Data extract: Begin

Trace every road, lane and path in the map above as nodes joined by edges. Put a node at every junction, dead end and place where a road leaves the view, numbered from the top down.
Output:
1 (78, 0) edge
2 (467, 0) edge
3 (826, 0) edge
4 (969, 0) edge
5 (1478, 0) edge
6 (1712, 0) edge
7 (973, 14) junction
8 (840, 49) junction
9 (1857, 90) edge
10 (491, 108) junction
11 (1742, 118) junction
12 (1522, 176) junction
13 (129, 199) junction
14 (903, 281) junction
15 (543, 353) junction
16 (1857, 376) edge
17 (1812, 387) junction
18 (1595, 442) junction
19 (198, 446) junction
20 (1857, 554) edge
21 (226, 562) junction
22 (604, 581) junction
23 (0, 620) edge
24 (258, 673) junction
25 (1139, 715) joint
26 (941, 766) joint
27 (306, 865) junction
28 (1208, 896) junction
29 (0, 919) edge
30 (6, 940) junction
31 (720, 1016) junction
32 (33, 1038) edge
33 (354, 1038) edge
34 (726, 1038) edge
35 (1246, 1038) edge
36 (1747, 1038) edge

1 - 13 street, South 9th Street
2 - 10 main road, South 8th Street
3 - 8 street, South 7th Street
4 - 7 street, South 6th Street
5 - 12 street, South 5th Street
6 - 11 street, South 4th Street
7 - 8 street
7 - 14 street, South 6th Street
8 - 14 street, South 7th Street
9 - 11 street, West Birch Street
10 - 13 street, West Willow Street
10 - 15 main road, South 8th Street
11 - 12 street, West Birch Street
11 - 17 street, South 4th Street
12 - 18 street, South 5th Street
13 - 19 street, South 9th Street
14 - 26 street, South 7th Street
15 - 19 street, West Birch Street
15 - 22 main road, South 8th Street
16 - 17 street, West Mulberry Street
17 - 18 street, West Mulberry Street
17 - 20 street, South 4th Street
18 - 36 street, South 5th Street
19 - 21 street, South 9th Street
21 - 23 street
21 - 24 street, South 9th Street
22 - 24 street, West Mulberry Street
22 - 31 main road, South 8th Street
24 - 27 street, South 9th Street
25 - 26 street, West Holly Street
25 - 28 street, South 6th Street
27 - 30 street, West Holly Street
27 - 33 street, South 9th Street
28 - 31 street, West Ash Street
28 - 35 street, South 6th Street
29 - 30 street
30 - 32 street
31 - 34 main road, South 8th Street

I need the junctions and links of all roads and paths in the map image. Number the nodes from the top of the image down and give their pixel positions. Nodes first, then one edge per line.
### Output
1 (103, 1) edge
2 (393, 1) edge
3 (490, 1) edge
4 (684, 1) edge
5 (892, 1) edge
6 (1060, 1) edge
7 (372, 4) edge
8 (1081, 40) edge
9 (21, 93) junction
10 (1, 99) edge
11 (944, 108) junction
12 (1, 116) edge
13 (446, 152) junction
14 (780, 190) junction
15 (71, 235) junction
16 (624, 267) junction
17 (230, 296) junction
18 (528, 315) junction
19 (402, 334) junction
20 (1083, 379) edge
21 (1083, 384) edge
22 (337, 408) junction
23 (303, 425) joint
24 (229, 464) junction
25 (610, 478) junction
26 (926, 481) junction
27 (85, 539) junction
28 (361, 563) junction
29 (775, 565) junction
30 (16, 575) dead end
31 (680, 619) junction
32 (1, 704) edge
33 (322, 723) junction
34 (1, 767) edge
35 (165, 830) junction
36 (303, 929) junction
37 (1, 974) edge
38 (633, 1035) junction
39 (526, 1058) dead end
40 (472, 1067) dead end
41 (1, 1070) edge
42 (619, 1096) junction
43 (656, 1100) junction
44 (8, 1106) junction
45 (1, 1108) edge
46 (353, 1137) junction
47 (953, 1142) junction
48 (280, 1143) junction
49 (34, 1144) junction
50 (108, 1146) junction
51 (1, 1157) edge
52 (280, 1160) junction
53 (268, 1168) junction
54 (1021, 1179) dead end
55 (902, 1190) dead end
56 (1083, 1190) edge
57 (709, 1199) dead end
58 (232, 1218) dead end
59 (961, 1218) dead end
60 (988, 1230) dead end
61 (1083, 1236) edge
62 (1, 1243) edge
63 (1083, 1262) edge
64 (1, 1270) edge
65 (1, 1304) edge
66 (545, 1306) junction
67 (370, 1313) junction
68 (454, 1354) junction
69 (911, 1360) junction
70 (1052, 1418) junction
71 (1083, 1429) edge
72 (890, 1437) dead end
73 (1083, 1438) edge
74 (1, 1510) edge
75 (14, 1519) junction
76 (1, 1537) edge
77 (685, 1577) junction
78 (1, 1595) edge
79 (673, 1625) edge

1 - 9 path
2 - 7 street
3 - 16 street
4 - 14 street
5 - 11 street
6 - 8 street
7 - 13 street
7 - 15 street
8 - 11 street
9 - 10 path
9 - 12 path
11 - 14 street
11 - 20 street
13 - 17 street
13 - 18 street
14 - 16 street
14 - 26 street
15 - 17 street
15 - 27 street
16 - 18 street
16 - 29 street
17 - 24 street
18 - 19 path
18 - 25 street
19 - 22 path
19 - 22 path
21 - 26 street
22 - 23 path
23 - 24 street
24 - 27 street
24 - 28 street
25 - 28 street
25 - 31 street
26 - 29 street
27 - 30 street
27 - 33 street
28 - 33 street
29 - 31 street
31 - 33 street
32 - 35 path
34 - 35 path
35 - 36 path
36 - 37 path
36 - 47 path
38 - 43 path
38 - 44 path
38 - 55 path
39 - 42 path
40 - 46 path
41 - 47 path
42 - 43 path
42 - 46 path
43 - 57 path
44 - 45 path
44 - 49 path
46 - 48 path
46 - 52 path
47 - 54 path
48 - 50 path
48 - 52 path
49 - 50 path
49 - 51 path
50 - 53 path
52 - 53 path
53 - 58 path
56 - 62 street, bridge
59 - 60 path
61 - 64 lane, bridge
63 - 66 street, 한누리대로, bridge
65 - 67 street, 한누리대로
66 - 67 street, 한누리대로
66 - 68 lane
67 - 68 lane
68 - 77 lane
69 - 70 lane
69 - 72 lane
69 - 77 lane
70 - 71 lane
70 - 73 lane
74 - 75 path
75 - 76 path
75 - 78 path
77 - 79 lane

Data extract: End

→ **Exercise instructions**: What do the records say? Quote them all exactly.

→ **Written solution**:
Trace every road, lane and path in the map above as nodes joined by edges. Put a node at every junction, dead end and place where a road leaves the view, numbered from the top down.
Output:
1 (78, 0) edge
2 (467, 0) edge
3 (826, 0) edge
4 (969, 0) edge
5 (1478, 0) edge
6 (1712, 0) edge
7 (973, 14) junction
8 (840, 49) junction
9 (1857, 90) edge
10 (491, 108) junction
11 (1742, 118) junction
12 (1522, 176) junction
13 (129, 199) junction
14 (903, 281) junction
15 (543, 353) junction
16 (1857, 376) edge
17 (1812, 387) junction
18 (1595, 442) junction
19 (198, 446) junction
20 (1857, 554) edge
21 (226, 562) junction
22 (604, 581) junction
23 (0, 620) edge
24 (258, 673) junction
25 (1139, 715) joint
26 (941, 766) joint
27 (306, 865) junction
28 (1208, 896) junction
29 (0, 919) edge
30 (6, 940) junction
31 (720, 1016) junction
32 (33, 1038) edge
33 (354, 1038) edge
34 (726, 1038) edge
35 (1246, 1038) edge
36 (1747, 1038) edge

1 - 13 street, South 9th Street
2 - 10 main road, South 8th Street
3 - 8 street, South 7th Street
4 - 7 street, South 6th Street
5 - 12 street, South 5th Street
6 - 11 street, South 4th Street
7 - 8 street
7 - 14 street, South 6th Street
8 - 14 street, South 7th Street
9 - 11 street, West Birch Street
10 - 13 street, West Willow Street
10 - 15 main road, South 8th Street
11 - 12 street, West Birch Street
11 - 17 street, South 4th Street
12 - 18 street, South 5th Street
13 - 19 street, South 9th Street
14 - 26 street, South 7th Street
15 - 19 street, West Birch Street
15 - 22 main road, South 8th Street
16 - 17 street, West Mulberry Street
17 - 18 street, West Mulberry Street
17 - 20 street, South 4th Street
18 - 36 street, South 5th Street
19 - 21 street, South 9th Street
21 - 23 street
21 - 24 street, South 9th Street
22 - 24 street, West Mulberry Street
22 - 31 main road, South 8th Street
24 - 27 street, South 9th Street
25 - 26 street, West Holly Street
25 - 28 street, South 6th Street
27 - 30 street, West Holly Street
27 - 33 street, South 9th Street
28 - 31 street, West Ash Street
28 - 35 street, South 6th Street
29 - 30 street
30 - 32 street
31 - 34 main road, South 8th Street

I need the junctions and links of all roads and paths in the map image. Number the nodes from the top of the image down and give their pixel positions. Nodes first, then one edge per line.
### Output
1 (103, 1) edge
2 (393, 1) edge
3 (490, 1) edge
4 (684, 1) edge
5 (892, 1) edge
6 (1060, 1) edge
7 (372, 4) edge
8 (1081, 40) edge
9 (21, 93) junction
10 (1, 99) edge
11 (944, 108) junction
12 (1, 116) edge
13 (446, 152) junction
14 (780, 190) junction
15 (71, 235) junction
16 (624, 267) junction
17 (230, 296) junction
18 (528, 315) junction
19 (402, 334) junction
20 (1083, 379) edge
21 (1083, 384) edge
22 (337, 408) junction
23 (303, 425) joint
24 (229, 464) junction
25 (610, 478) junction
26 (926, 481) junction
27 (85, 539) junction
28 (361, 563) junction
29 (775, 565) junction
30 (16, 575) dead end
31 (680, 619) junction
32 (1, 704) edge
33 (322, 723) junction
34 (1, 767) edge
35 (165, 830) junction
36 (303, 929) junction
37 (1, 974) edge
38 (633, 1035) junction
39 (526, 1058) dead end
40 (472, 1067) dead end
41 (1, 1070) edge
42 (619, 1096) junction
43 (656, 1100) junction
44 (8, 1106) junction
45 (1, 1108) edge
46 (353, 1137) junction
47 (953, 1142) junction
48 (280, 1143) junction
49 (34, 1144) junction
50 (108, 1146) junction
51 (1, 1157) edge
52 (280, 1160) junction
53 (268, 1168) junction
54 (1021, 1179) dead end
55 (902, 1190) dead end
56 (1083, 1190) edge
57 (709, 1199) dead end
58 (232, 1218) dead end
59 (961, 1218) dead end
60 (988, 1230) dead end
61 (1083, 1236) edge
62 (1, 1243) edge
63 (1083, 1262) edge
64 (1, 1270) edge
65 (1, 1304) edge
66 (545, 1306) junction
67 (370, 1313) junction
68 (454, 1354) junction
69 (911, 1360) junction
70 (1052, 1418) junction
71 (1083, 1429) edge
72 (890, 1437) dead end
73 (1083, 1438) edge
74 (1, 1510) edge
75 (14, 1519) junction
76 (1, 1537) edge
77 (685, 1577) junction
78 (1, 1595) edge
79 (673, 1625) edge

1 - 9 path
2 - 7 street
3 - 16 street
4 - 14 street
5 - 11 street
6 - 8 street
7 - 13 street
7 - 15 street
8 - 11 street
9 - 10 path
9 - 12 path
11 - 14 street
11 - 20 street
13 - 17 street
13 - 18 street
14 - 16 street
14 - 26 street
15 - 17 street
15 - 27 street
16 - 18 street
16 - 29 street
17 - 24 street
18 - 19 path
18 - 25 street
19 - 22 path
19 - 22 path
21 - 26 street
22 - 23 path
23 - 24 street
24 - 27 street
24 - 28 street
25 - 28 street
25 - 31 street
26 - 29 street
27 - 30 street
27 - 33 street
28 - 33 street
29 - 31 street
31 - 33 street
32 - 35 path
34 - 35 path
35 - 36 path
36 - 37 path
36 - 47 path
38 - 43 path
38 - 44 path
38 - 55 path
39 - 42 path
40 - 46 path
41 - 47 path
42 - 43 path
42 - 46 path
43 - 57 path
44 - 45 path
44 - 49 path
46 - 48 path
46 - 52 path
47 - 54 path
48 - 50 path
48 - 52 path
49 - 50 path
49 - 51 path
50 - 53 path
52 - 53 path
53 - 58 path
56 - 62 street, bridge
59 - 60 path
61 - 64 lane, bridge
63 - 66 street, 한누리대로, bridge
65 - 67 street, 한누리대로
66 - 67 street, 한누리대로
66 - 68 lane
67 - 68 lane
68 - 77 lane
69 - 70 lane
69 - 72 lane
69 - 77 lane
70 - 71 lane
70 - 73 lane
74 - 75 path
75 - 76 path
75 - 78 path
77 - 79 lane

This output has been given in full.